From 1c2d1893da065b3333acfba205f846584b2bd9d8 Mon Sep 17 00:00:00 2001
From: Andy Grove <agrove@apache.org>
Date: Sun, 29 Mar 2026 11:37:06 -0600
Subject: [PATCH 17/21] fix: get column count from outputAttributes for native
 shuffle

dep.schema is None for native shuffle, causing numColumns=-1. Fall
back to dep.outputAttributes.length which is always set. Also run
prettier on native_shuffle.md.
---
 docs/source/contributor-guide/native_shuffle.md             | 2 +-
 .../execution/shuffle/CometBlockStoreShuffleReader.scala    | 6 +++++-
 2 files changed, 6 insertions(+), 2 deletions(-)

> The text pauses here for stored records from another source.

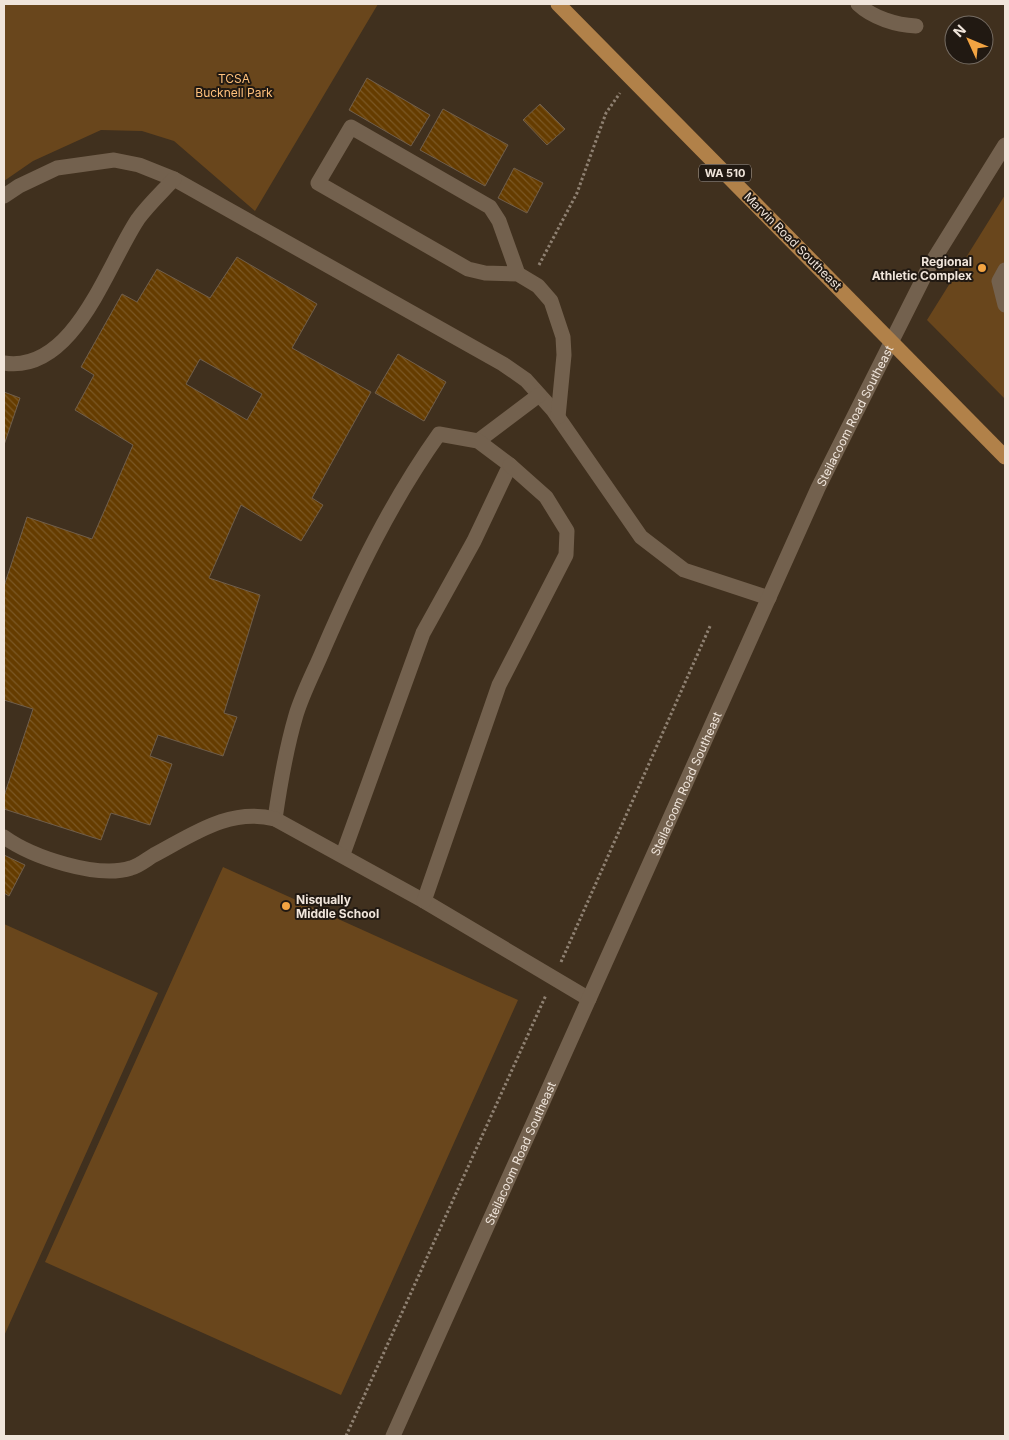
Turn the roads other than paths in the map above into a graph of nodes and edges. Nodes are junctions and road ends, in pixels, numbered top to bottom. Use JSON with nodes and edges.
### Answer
{"nodes":[{"id":1,"x":558,"y":4,"type":"edge"},
{"id":2,"x":858,"y":4,"type":"edge"},
{"id":3,"x":916,"y":26,"type":"dead end"},
{"id":4,"x":1005,"y":145,"type":"edge"},
{"id":5,"x":174,"y":179,"type":"junction"},
{"id":6,"x":4,"y":196,"type":"edge"},
{"id":7,"x":1005,"y":270,"type":"edge"},
{"id":8,"x":524,"y":278,"type":"junction"},
{"id":9,"x":1005,"y":306,"type":"edge"},
{"id":10,"x":892,"y":341,"type":"junction"},
{"id":11,"x":4,"y":363,"type":"edge"},
{"id":12,"x":538,"y":394,"type":"junction"},
{"id":13,"x":558,"y":417,"type":"junction"},
{"id":14,"x":478,"y":441,"type":"junction"},
{"id":15,"x":1005,"y":457,"type":"edge"},
{"id":16,"x":510,"y":465,"type":"junction"},
{"id":17,"x":769,"y":598,"type":"junction"},
{"id":18,"x":275,"y":819,"type":"junction"},
{"id":19,"x":4,"y":837,"type":"edge"},
{"id":20,"x":343,"y":854,"type":"junction"},
{"id":21,"x":424,"y":901,"type":"junction"},
{"id":22,"x":589,"y":999,"type":"junction"},
{"id":23,"x":393,"y":1436,"type":"edge"}],
"edges":[{"from":1,"to":10,"type":"main road","name":"Marvin Road Southeast","number":"WA 510"},
{"from":2,"to":3,"type":"street"},
{"from":4,"to":10,"type":"street","name":"Steilacoom Road Southeast"},
{"from":5,"to":6,"type":"street"},
{"from":5,"to":11,"type":"street"},
{"from":5,"to":12,"type":"street"},
{"from":7,"to":9,"type":"street"},
{"from":8,"to":8,"type":"street"},
{"from":8,"to":13,"type":"street"},
{"from":10,"to":15,"type":"main road","name":"Marvin Road Southeast","number":"WA 510"},
{"from":10,"to":17,"type":"street","name":"Steilacoom Road Southeast"},
{"from":12,"to":13,"type":"street"},
{"from":12,"to":14,"type":"street"},
{"from":13,"to":17,"type":"street"},
{"from":14,"to":16,"type":"street"},
{"from":14,"to":18,"type":"street"},
{"from":16,"to":20,"type":"street"},
{"from":16,"to":21,"type":"street"},
{"from":17,"to":22,"type":"street","name":"Steilacoom Road Southeast"},
{"from":18,"to":19,"type":"street"},
{"from":18,"to":20,"type":"street"},
{"from":20,"to":21,"type":"street"},
{"from":21,"to":22,"type":"street"},
{"from":22,"to":23,"type":"street","name":"Steilacoom Road Southeast"}]}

diff --git a/docs/source/contributor-guide/native_shuffle.md b/docs/source/contributor-guide/native_shuffle.md
index 4a5d1fd754..93e63e6235 100644
--- a/docs/source/contributor-guide/native_shuffle.md
+++ b/docs/source/contributor-guide/native_shuffle.md
@@ -301,7 +301,7 @@ Note: The `snappy` codec is only available with block format. IPC stream format
 | `spark.comet.exec.shuffle.format`                 | `block` | Data format: `block` or `ipc_stream`     |
 | `spark.comet.exec.shuffle.compression.codec`      | `lz4`   | Compression codec                        |
 | `spark.comet.exec.shuffle.compression.zstd.level` | `1`     | Zstd compression level                   |
-| `spark.comet.shuffle.write.buffer.size`            | `1MB`   | Write buffer size                        |
+| `spark.comet.shuffle.write.buffer.size`           | `1MB`   | Write buffer size                        |
 | `spark.comet.columnar.shuffle.batch.size`         | `8192`  | Target rows per batch                    |
 
 ## Comparison with JVM Shuffle
diff --git a/spark/src/main/scala/org/apache/spark/sql/comet/execution/shuffle/CometBlockStoreShuffleReader.scala b/spark/src/main/scala/org/apache/spark/sql/comet/execution/shuffle/CometBlockStoreShuffleReader.scala
index 482a6b7e44..9709f56440 100644
--- a/spark/src/main/scala/org/apache/spark/sql/comet/execution/shuffle/CometBlockStoreShuffleReader.scala
+++ b/spark/src/main/scala/org/apache/spark/sql/comet/execution/shuffle/CometBlockStoreShuffleReader.scala
@@ -109,13 +109,17 @@ class CometBlockStoreShuffleReader[K, C](
         if (currentReadIterator != null) {
           currentReadIterator.close()
         }
+        val numCols = dep.schema
+          .map(_.fields.length)
+          .orElse(Some(dep.outputAttributes.length).filter(_ > 0))
+          .getOrElse(-1)
         currentReadIterator = NativeBatchDecoderIterator(
           blockIdAndStream._2,
           dep.decodeTime,
           nativeLib,
           nativeUtil,
           tracingEnabled,
-          dep.schema.map(_.fields.length).getOrElse(-1))
+          numCols)
         currentReadIterator
       })
       .map(b => (0, b))

From 16fd5a6a3a2f81bd1ac933557b3c7bad0098c63f Mon Sep 17 00:00:00 2001
From: Andy Grove <agrove@apache.org>
Date: Sun, 29 Mar 2026 11:53:17 -0600
Subject: [PATCH 18/21] fix: return EOF for empty IPC streams in
 decodeShuffleBlock

---
 native/core/src/execution/jni_api.rs | 20 +++++++++++---------
 1 file changed, 11 insertions(+), 9 deletions(-)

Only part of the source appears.